The settlement agreements with OFAC and Commerce, and the non-prosecution agreement with DOJ, highlight sanctions risks specific to the cloud and software industry and provide insight on the U.S. government’s compliance program expectations for companies that sell software and services online.

What happened

According to the agency notices, between 2010 and 2018, SAP supplied software and cloud-based services from the United States to third parties with reason to know that the offerings would be provided to users or customers in Iran.  The violations transpired in two ways:

  • Sales of software through “pass through” entities –  SAP sold software licenses and maintenance services to SAP resellers located in Turkey, the UAE, Germany, and Malaysia, which in turn, sold the licenses and services to third parties for end use in Iran.  Iranian end-users then downloaded SAP software, updates, or patches from the company’s servers in the United States.  The agencies noted that SAP failed to prevent downloads of its software from IP addresses associated with Iran, even though internal audits recommended the adoption of IP address geolocation screening.  SAP also failed to conduct sufficient due diligence on its resellers, many of which publicized ties with Iranian companies on their websites.
  • Cloud services – SAP’s Cloud Business Group subsidiaries allowed 2,360 users in Iran to access U.S.-based cloud services.  SAP became aware, through due diligence and audits, that its subsidiaries lacked adequate compliance controls over its cloud offerings, but did not take appropriate or timely remedial action.
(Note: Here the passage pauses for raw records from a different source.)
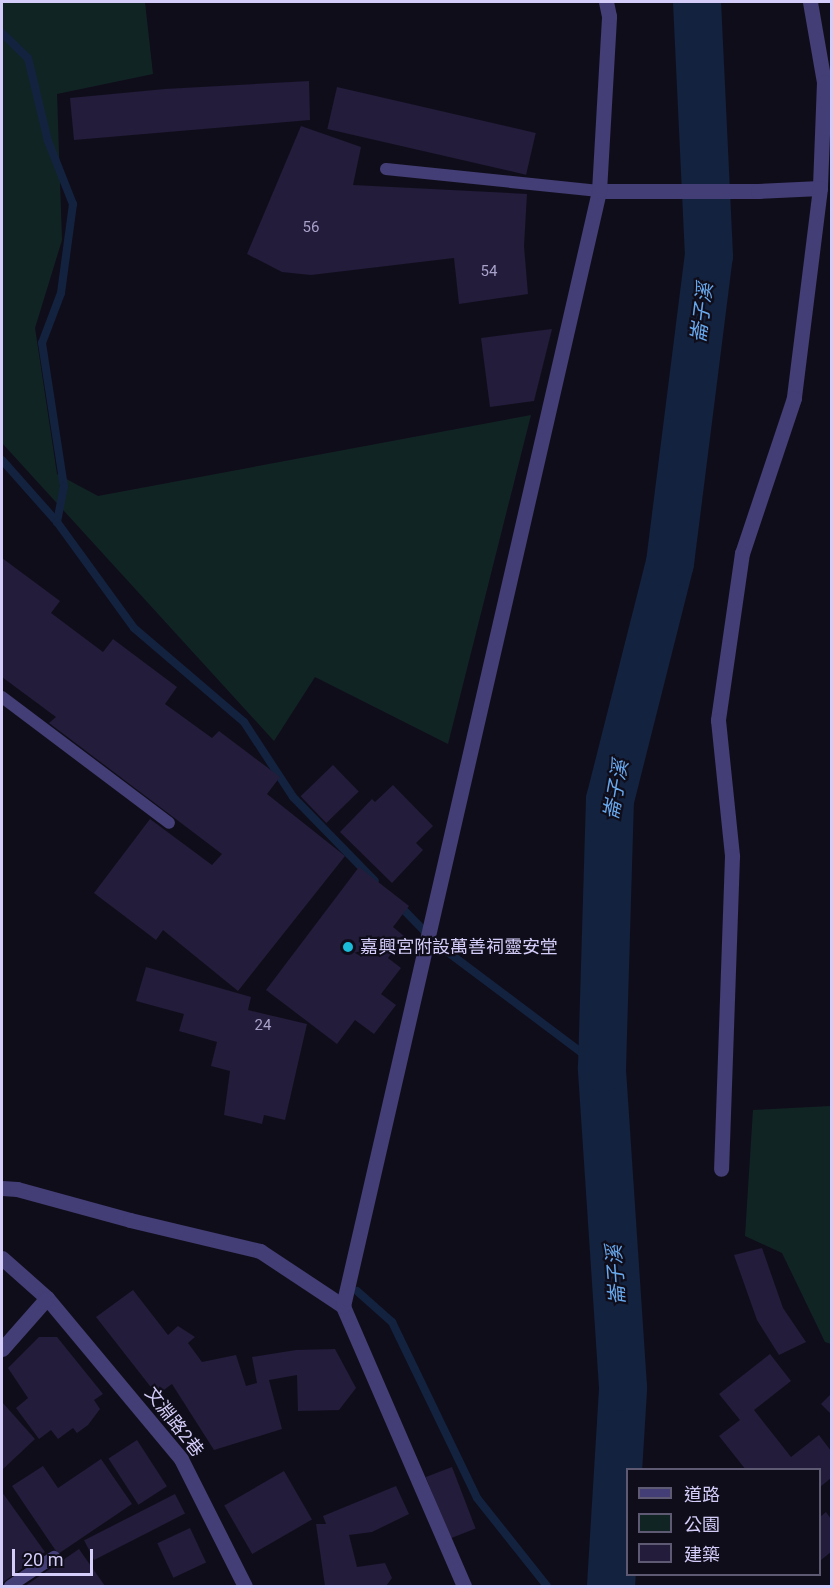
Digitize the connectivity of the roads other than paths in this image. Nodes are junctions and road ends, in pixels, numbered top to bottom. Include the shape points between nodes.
1 (606, 2) edge
2 (810, 2) edge
3 (386, 169) dead end
4 (820, 188) junction
5 (599, 191) junction
6 (2, 697) edge
7 (169, 823) dead end
8 (721, 1169) dead end
9 (2, 1188) edge
10 (2, 1258) edge
11 (47, 1298) junction
12 (343, 1306) junction
13 (2, 1349) edge
14 (54, 1557) dead end
15 (10, 1587) edge
16 (245, 1587) edge
17 (464, 1587) edge

1 - 5 street via 609,16
2 - 4 street via 824,82
3 - 5 lane
4 - 5 street
4 - 8 street via 794,398 742,553 718,720 732,856
5 - 12 street
6 - 7 lane
9 - 12 street via 260,1251
10 - 11 street, 文淵路2巷
11 - 13 street
11 - 16 street, 文淵路2巷 via 181,1459
12 - 17 street
14 - 15 lane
SAP voluntarily disclosed the issues to the three agencies, cooperated with investigators, and made significant changes to its export controls and sanctions compliance program by (1) implementing an IP-based geoblock, (2) deactivating user accounts of cloud-based services in Iran, (3) auditing and suspending resellers that sold to Iranian entities, and (4) involving the export compliance team in any new acquisitions, among other improvements.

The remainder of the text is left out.